As we discover, other reasons caused Hickman to put his own work on the back burner, and it sounds as though while we were all waiting for a successor to the one book, the “Great Slave Lake Suite,” Hickman was actually not writing much of anything at all. Editing Temblor and maintaining, in the days before e-mail, a vast correspondence with many of the world’s most innovative poets, ate up his time, and of course so did AIDS. Motika produces a few “new” pieces (of very high quality), but don’t go looking to this new collection for lots and lots of new material; instead the value of the book is twofold, it returns to print the major work of an interesting poet, and in addition it simplifies and makes legible by re-arrangement, the order and the valences of this work.

It is a prophetic, shamanic work fueled by rage, grief and sudden bursts of homosexual feeling. Hickman lived in a dangerous age in dangerous cities, and he was punished, imprisoned, institutionalized for his penchant for public sex. A private story makes itself felt through the densest and most lyrical parts of his poems, something to do with his dad, an intense Oedipal love hate thing like Raymond Massey slapping James Dean in Kazan’s film of East of Eden. In one excruciating passage the father strips the son to dowse him with a burning liquid to rid him of crabs, souvenirs of the teenager’s uncontrollable need for sex with strangers. Hickman’s poetry often seemed to me to be a queer amalgam of Ginsberg, Charles Olson, and something of Swinburne in him, a masochistic drive that spits the words out over the page (many lines begin with the single word “o,” not the uppercase “O” of Keats, but just a tiny little mouth remembering) and create a portrait etched in acid. And like William Burroughs’ wild boys, his memories seem to reach back to a prewar paradise of roadsters, red-tiled public toilets, outhouses with rattlers twisting in the Pasadena sun. The speaker derives power from the scopophilia that makes him anxious to see, to watch, the forbidden accdientally exposed, in a dramatic rehearsal of his own early abuse.

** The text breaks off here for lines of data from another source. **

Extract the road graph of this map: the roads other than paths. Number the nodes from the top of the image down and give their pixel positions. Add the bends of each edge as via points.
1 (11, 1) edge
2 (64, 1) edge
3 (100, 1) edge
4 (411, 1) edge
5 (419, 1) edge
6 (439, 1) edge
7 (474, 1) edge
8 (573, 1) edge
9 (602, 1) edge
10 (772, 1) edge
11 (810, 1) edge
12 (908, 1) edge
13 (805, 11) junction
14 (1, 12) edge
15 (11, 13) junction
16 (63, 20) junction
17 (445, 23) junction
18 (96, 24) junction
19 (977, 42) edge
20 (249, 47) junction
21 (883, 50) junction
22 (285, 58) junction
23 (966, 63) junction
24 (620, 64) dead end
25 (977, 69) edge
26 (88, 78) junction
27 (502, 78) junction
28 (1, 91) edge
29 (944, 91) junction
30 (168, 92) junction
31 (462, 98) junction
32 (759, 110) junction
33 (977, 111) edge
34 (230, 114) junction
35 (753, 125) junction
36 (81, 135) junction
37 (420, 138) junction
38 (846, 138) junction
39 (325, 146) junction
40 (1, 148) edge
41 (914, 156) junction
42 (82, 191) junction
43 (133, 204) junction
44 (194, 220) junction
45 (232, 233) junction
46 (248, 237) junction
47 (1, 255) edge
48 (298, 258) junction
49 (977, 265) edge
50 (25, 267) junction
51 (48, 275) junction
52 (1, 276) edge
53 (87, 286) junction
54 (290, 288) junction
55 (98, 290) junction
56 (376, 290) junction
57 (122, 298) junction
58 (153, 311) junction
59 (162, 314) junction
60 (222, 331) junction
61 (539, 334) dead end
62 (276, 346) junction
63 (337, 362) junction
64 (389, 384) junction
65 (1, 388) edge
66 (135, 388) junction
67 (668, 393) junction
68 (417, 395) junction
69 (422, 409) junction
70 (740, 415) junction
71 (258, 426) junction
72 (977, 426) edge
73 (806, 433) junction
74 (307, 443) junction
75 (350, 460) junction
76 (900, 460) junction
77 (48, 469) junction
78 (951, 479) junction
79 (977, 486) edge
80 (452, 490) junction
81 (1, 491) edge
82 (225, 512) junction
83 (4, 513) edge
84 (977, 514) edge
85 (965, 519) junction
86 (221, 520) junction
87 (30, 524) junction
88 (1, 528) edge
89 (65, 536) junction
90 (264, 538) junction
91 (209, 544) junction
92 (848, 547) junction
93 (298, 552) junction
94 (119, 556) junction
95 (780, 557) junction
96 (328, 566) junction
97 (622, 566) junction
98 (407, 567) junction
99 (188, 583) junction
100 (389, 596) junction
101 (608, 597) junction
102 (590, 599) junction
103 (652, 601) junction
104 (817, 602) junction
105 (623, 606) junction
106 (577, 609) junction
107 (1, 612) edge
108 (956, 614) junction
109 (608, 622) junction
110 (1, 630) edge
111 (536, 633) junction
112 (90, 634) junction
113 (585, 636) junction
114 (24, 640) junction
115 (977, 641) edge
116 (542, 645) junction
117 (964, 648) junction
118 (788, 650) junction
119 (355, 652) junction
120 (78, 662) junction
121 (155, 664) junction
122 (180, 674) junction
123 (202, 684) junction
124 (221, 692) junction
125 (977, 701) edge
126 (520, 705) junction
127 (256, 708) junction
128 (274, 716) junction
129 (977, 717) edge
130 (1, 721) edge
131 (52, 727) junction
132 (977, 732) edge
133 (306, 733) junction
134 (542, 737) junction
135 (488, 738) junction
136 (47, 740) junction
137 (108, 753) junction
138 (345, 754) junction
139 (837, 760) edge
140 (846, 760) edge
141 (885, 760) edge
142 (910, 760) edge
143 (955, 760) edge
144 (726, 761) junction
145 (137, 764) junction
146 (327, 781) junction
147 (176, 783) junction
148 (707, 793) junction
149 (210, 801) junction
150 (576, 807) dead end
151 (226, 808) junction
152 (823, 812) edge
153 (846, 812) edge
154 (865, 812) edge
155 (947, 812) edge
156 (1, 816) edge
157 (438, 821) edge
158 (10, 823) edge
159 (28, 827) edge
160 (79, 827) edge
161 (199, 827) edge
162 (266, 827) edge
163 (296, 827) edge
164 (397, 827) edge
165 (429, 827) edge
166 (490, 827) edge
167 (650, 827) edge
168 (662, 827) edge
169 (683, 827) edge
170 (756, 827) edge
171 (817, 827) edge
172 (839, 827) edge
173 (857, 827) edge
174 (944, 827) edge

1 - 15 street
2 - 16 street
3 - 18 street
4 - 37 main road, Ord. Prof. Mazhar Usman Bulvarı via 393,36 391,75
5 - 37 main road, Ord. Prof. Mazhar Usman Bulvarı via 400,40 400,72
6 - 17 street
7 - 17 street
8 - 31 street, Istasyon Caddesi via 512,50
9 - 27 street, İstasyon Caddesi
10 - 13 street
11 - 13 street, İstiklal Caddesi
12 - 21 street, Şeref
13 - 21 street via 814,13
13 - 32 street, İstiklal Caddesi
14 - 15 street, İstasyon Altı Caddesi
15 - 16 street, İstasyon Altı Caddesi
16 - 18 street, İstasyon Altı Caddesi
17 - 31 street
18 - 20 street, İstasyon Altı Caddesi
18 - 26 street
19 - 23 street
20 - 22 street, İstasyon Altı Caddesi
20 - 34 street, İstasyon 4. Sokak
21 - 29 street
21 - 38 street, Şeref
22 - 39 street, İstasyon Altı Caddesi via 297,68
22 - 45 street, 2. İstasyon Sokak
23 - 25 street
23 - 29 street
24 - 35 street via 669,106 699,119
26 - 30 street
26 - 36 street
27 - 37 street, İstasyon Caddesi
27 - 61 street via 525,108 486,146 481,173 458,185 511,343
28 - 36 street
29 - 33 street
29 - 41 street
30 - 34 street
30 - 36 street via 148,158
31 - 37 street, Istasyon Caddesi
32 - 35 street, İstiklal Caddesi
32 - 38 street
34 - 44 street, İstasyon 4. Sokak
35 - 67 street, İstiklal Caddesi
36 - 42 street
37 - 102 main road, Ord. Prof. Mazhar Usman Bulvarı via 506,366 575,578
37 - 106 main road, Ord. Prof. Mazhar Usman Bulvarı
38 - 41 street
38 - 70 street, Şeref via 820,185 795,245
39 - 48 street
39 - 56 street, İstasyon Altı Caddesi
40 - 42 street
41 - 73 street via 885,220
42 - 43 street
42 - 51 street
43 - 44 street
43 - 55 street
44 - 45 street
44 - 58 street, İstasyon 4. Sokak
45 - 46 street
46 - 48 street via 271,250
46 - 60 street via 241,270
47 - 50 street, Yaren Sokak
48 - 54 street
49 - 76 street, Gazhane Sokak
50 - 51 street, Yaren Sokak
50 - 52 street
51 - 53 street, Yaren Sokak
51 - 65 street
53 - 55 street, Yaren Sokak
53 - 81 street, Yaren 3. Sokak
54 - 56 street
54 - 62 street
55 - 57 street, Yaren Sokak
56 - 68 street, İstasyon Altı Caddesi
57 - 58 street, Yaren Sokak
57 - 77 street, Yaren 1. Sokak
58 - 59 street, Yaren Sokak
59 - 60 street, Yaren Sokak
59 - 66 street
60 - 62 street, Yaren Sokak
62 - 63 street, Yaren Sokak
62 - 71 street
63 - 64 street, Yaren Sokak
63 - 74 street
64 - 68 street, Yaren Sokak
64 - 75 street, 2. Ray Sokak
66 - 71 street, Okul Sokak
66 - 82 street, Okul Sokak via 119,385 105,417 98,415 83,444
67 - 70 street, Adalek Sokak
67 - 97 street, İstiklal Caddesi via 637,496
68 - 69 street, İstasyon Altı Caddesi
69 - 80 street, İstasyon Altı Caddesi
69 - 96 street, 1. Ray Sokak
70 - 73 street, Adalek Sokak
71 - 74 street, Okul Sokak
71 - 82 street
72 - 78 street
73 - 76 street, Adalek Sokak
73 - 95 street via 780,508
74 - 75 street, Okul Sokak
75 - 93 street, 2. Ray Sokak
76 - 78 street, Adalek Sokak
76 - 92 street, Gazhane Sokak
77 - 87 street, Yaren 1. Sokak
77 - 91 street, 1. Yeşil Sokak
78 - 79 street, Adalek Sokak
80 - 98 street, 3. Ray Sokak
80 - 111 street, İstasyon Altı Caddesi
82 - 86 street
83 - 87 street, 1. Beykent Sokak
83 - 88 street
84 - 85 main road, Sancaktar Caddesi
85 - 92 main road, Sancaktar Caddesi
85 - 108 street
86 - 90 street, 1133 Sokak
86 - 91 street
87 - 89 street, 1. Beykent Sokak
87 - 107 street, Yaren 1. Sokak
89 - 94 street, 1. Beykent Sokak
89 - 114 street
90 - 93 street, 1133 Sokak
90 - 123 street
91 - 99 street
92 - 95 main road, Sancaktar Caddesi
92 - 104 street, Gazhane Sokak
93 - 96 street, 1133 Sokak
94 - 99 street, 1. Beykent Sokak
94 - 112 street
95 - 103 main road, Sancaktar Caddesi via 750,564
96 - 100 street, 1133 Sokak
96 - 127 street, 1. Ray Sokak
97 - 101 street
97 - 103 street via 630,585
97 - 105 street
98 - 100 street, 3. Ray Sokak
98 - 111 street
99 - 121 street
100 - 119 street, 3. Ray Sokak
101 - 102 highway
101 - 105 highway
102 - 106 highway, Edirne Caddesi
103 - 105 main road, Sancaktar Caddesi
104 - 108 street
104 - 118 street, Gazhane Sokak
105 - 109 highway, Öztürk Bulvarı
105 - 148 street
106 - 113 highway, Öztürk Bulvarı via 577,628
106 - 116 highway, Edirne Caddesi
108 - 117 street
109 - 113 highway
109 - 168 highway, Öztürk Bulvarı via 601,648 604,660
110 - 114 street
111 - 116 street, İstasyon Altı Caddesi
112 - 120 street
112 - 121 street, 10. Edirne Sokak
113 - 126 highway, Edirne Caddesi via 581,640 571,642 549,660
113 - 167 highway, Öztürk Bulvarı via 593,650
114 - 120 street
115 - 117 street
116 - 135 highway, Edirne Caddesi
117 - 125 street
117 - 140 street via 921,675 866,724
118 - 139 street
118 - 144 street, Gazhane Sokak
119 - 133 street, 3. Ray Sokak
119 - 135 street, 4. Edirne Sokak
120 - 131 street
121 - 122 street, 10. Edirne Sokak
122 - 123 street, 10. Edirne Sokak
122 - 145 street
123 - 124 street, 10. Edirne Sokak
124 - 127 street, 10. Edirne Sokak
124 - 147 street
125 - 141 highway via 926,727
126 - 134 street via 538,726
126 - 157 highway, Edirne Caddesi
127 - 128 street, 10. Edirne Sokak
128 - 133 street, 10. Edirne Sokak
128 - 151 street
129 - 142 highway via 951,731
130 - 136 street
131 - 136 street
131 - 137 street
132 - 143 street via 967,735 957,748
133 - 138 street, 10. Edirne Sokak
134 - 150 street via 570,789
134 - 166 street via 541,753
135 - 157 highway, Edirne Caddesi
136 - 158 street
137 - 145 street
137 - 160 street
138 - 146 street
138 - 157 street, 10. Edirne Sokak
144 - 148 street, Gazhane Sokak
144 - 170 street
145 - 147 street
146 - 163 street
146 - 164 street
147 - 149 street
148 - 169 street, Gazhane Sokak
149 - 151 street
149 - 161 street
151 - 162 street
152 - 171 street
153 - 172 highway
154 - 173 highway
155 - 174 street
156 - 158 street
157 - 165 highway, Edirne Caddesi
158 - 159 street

That makes Tiresias sound sensational, and Mohr advises us not to think of Hickman’s writing as “confessional” in any shape or form. Hickman’s sophisticated, alienated use of language allows him to revisit American trauma, by endowing the primal with a series of complicating screens and taxonomies. I don’t know, it still seems confessional to me, why there are even scenes of the child Lee Jr going to confession, confessing the sins of the child. “Absolve, absolve him.” This new book invites us into a dark wet cave where all the most exciting and painful things are happening all the time, awake and in dreams. Somewhere there’s a whisper, “sonny, hush, stop dwelling on it,” but the roar in one’s ears drowns out that quiet voice.